New York Times, NY
Jan 28 2008
13 Arrested in Push to Stifle Turkish Ultranationalists Suspected in
Political Killings
By SABRINA TAVERNISE
Published: January 28, 2008
ISTANBUL – In one of the biggest operations against Turkish
ultranationalists in decades, the authorities announced on Saturday
night that they had arrested 13 people who were part of a criminal
group that was suspected of carrying out political killings and
having shadowy ties to the Turkish state.
Among those arrested were three retired military officers, as well as
Kemal Kerincsiz, the neo-nationalist lawyer who filed dozens of legal
cases against Turkish intellectuals, including Orhan Pamuk, the Nobel
Prize-winning novelist, the state-run Anatolian News Agency reported.
The men were detained Tuesday for questioning but were not formally
arrested until Saturday.
One of those officers, Veli Kucuk, a former major general, was
believed to have been plotting to kill Mr. Pamuk, Turkish newspapers
reported, citing documents from the investigation. Mr. Kucuk is
suspected of running a secret unit within police forces that carried
out bombings and killings for which other groups were widely blamed.
The arrests have riveted Turks, many of whom have long suspected
underground links between political violence, such as the killings of
members of ethnic and religious minority groups, and illegal groups
within official state institutions like the military and the
judiciary. But the connections have proved elusive, often because of
insufficient evidence and suspiciously sloppy prosecutions.
`Everyone suspected something fishy was happening,’ said Ilter Turan,
a professor of political science at Istanbul Bilgi University. `But
the evidence was imperfect.’
`Then suddenly this thing got uncovered.’
The operation began last June, when a giant stockpile of explosives
and munitions was found in Istanbul. That led investigators to the
group whose members were among those arrested Saturday.
The group’s members are xenophobic ultranationalists who are
suspected of involvement in crimes, including the killings of three
Christian missionaries in central Turkey last year and the killing of
Hrant Dink, an Armenian-Turkish journalist.
In all, 28 people have been arrested since the operation began last
June, according to the Anatolian News Agency.
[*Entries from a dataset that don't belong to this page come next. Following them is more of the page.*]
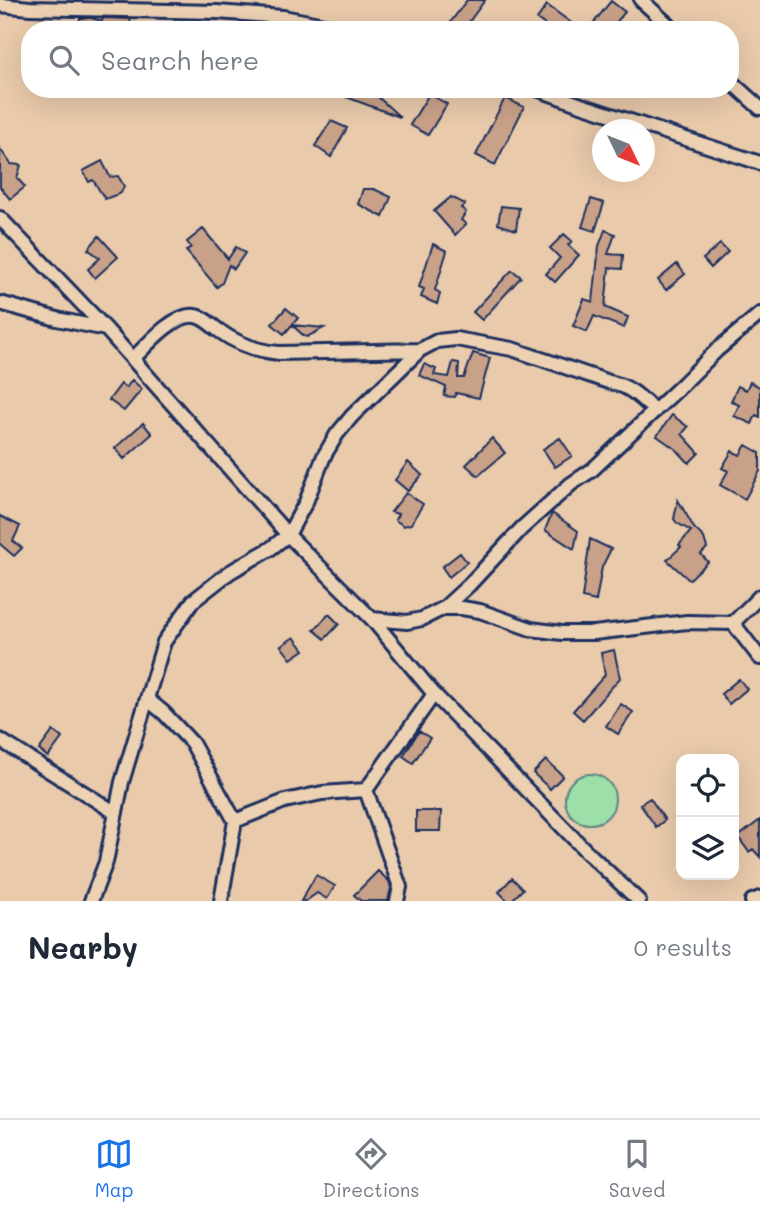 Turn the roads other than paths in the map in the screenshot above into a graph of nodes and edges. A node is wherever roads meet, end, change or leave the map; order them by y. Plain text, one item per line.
1 (641, 0) edge
2 (0, 5) edge
3 (303, 21) edge
4 (664, 21) edge
5 (739, 89) edge
6 (562, 98) edge
7 (760, 108) edge
8 (760, 163) edge
9 (0, 218) edge
10 (0, 303) edge
11 (760, 314) edge
12 (106, 329) junction
13 (420, 350) junction
14 (133, 359) junction
15 (655, 411) junction
16 (288, 535) junction
17 (760, 596) edge
18 (444, 608) junction
19 (372, 619) junction
20 (733, 623) junction
21 (760, 658) edge
22 (434, 694) junction
23 (147, 699) junction
24 (0, 740) edge
25 (366, 790) junction
26 (116, 813) junction
27 (235, 821) junction
28 (760, 898) edge
29 (92, 901) edge
30 (221, 901) edge
31 (397, 901) edge
32 (639, 901) edge
33 (752, 901) edge

1 - 4 street
2 - 3 street
5 - 7 street
6 - 8 street
9 - 12 street
10 - 12 street
11 - 15 street
12 - 14 street
13 - 14 street
13 - 15 street
13 - 16 street
14 - 16 street
15 - 18 street
16 - 19 street
16 - 23 street
17 - 20 street
18 - 19 street
18 - 20 street
19 - 22 street
20 - 21 street
22 - 25 street
22 - 32 street
23 - 26 street
23 - 27 street
24 - 26 street
25 - 27 street
25 - 31 street
26 - 29 street
27 - 30 street
28 - 33 street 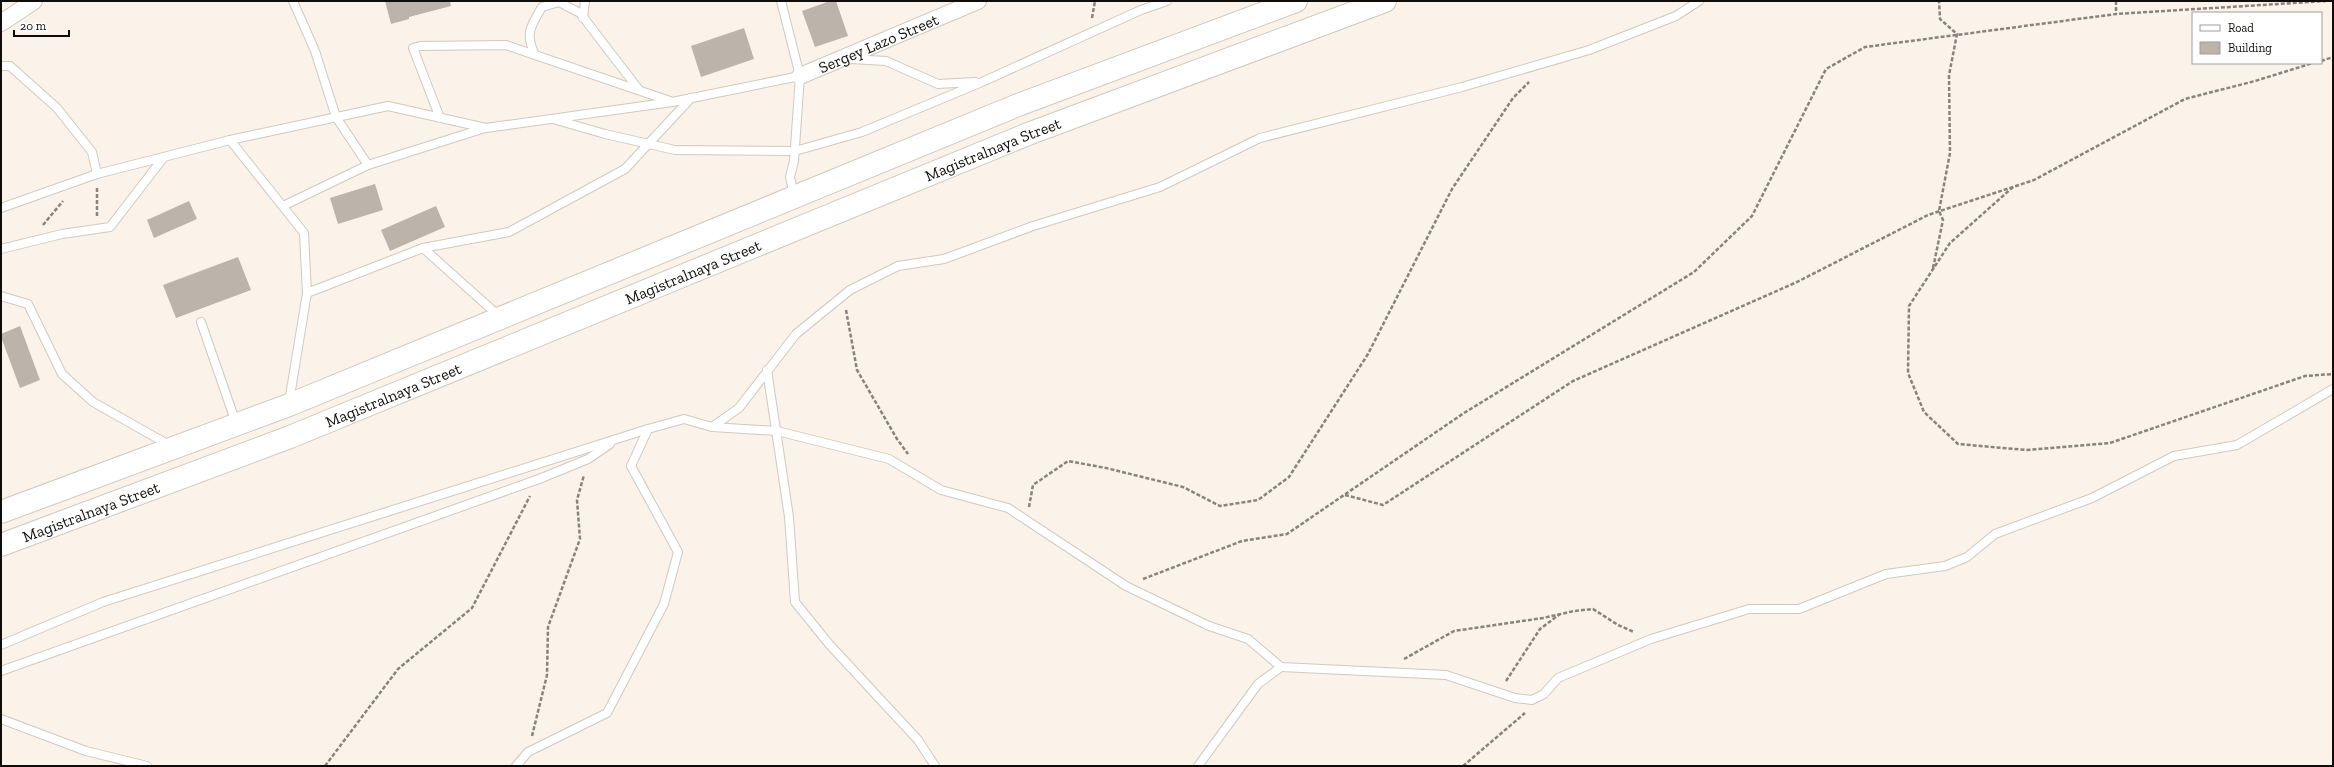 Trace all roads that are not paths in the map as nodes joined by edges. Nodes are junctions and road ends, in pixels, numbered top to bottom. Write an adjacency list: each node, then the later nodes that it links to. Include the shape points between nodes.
1 (34, 1): 11 (street)
2 (293, 1): 20 (lane, via 315,51)
3 (585, 1): 10 (lane)
4 (781, 1): 15 (lane)
5 (978, 1): 13 (street, Sergey Lazo Street)
6 (1167, 1): 16 (lane, via 1141,10)
7 (1296, 1): 30 (main road, Magistralnaya Street, via 1018,105)
8 (1385, 1): 49 (main road, Magistralnaya Street, via 1028,134 290,437)
9 (1700, 1): 39 (lane, via 1676,16 1590,50 1462,87 1260,138 1160,187 1033,226 944,259 898,266 850,290 796,334)
10 (583, 18): 12 (lane, via 580,13 559,2 542,7 530,28 529,43); 17 (lane)
11 (1, 23)
12 (535, 55): 17 (lane); 21 (lane, via 506,45 413,48)
13 (843, 58): 15 (street, Sergey Lazo Street); 16 (lane, via 886,61 938,84)
14 (1, 66): 29 (lane, via 10,66 57,108 92,152)
15 (800, 76): 18 (lane); 26 (lane)
16 (982, 82): 26 (lane, via 862,132)
17 (639, 90): 19 (lane)
18 (692, 98): 19 (lane); 25 (lane)
19 (672, 102): 22 (lane)
20 (336, 117): 21 (lane, via 388,106); 24 (lane); 28 (lane)
21 (440, 118): 23 (lane)
22 (553, 119): 23 (lane); 25 (lane)
23 (486, 128): 28 (lane)
24 (230, 140): 27 (lane); 31 (lane)
25 (648, 143): 26 (lane, via 675,150); 33 (lane, via 624,169 509,232)
26 (795, 151): 30 (lane, via 790,177)
27 (164, 157): 29 (lane); 34 (lane, via 110,227)
28 (368, 166): 31 (lane)
29 (97, 174): 32 (lane)
30 (794, 196): 37 (main road, Magistralnaya Street)
31 (283, 206): 35 (lane, via 304,233)
32 (1, 208)
33 (423, 248): 35 (lane); 37 (lane)
34 (1, 249)
35 (307, 293): 41 (lane)
36 (1, 296): 47 (lane, via 28,304 62,374 93,402)
37 (501, 317): 41 (main road, Magistralnaya Street)
38 (201, 322): 42 (lane)
39 (767, 370): 43 (lane, via 739,408); 45 (lane)
40 (2333, 389): 51 (lane, via 2237,445 2174,456 2092,498 1994,534 1967,557 1945,566 1886,574 1799,609 1749,609 1650,639 1558,678 1544,694 1532,700 1498,694 1446,676)
41 (289, 405): 42 (main road, Magistralnaya Street)
42 (236, 424): 47 (main road, Magistralnaya Street)
43 (712, 426): 44 (lane, via 684,420); 45 (lane)
44 (648, 429): 46 (lane); 55 (lane, via 631,466 678,552 664,604 607,713 528,752)
45 (777, 431): 51 (lane, via 889,459 941,490 1008,508 1126,586 1209,626 1248,639); 56 (lane, via 789,518 795,602 829,644 918,740)
46 (617, 439): 50 (lane, via 103,602); 52 (lane, via 588,459 539,479)
47 (173, 448): 48 (main road, Magistralnaya Street)
48 (1, 512)
49 (1, 545)
50 (1, 645)
51 (1281, 667): 57 (lane, via 1258,684)
52 (1, 670)
53 (1, 719): 54 (lane, via 86,751)
54 (147, 766)
55 (516, 766)
56 (935, 766)
57 (1198, 766)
Mr. Kucuk, for example, called and harassed Mr. Dink in the months
when Mr. Dink was on trial under a law used against many
intellectuals that prohibits `insulting Turkishness,’ an
English-language daily newspaper, Today’s Zaman, reported. Mr. Kucuk
was part of a posse of ultranationalists who jeered at Mr. Dink
during the trial.
The paper quoted the journalist’s brother, Orhan Dink, speaking at
the murder trial late last year, as saying that his brother `took the
Kucuk group very seriously,’ adding, `He knew that both Kerincsiz and
Kucuk were extremely serious and dangerous.’
Turkish news reports say the group is believed to be similar to a
cold war-era arrangement, under which Britain and the United States
were reported to have encouraged secret paramilitary organizations of
hard-line anti-Communists in Europe to counter a possible Soviet
invasion.
The reports draw parallels to recent history in Turkey, when the
state tacitly supported paramilitary groups that were killing Kurdish
leaders. Turkey began an open war with the militant fringe of its
minority ethnic Kurdish population in the 1980s.
The last time Turks were given a glimpse of their state’s involvement
with organized crime was in 1996, when one of the country’s most
senior police commanders was found with a wanted assassin after the
Mercedes sedan in which they were riding crashed in the western town
of Susurluk. The man with the police commander was believed to have
masterminded the jailbreak of Mehmet Ali Agca, the man who shot Pope
John Paul II. Both men were killed in the crash, and a subsequent
investigation went cold, but the incident remains etched in Turkish
memory.
It is unclear the extent to which the current group is connected to
Turkey’s old guard of staunchly secular elite, who control the
military, the judiciary and a large portion of the country’s
bureaucracy. The two groups do share a similar chauvinistic vision
for Turkey, that of a pure Turkic-Muslim nation, unspoiled by
religious or ethnic minorities.
Another one of those arrested, Sevgi Erenerol, worked as the press
and information officer for the Turkish Orthodox Patriarchate, a
group whose sole purpose seems to have been harassing the Greek
Orthodox Church in Turkey, the religious leadership of one of
Turkey’s few Christian minorities.
It is unclear whether Turkish authorities will have more success
prosecuting this group than they did in the past. Turkey’s governing
party, a new class of observant Muslim politicians led by Prime
Minister Recep Tayyip Erdogan, is in the midst of a power struggle
with the old guard, a fight that might propel Mr. Erdogan to press as
hard as possible for results. `The government does have a stake in
seeing this through,’ Mr. Turan said.
So, it seems, does Mr. Kerincsiz, who in an interview this month
summed up the situation dramatically.
`It’s a struggle for the future of Turkey,’ he said.
Sebnem Arsu contributed reporting from Istanbul.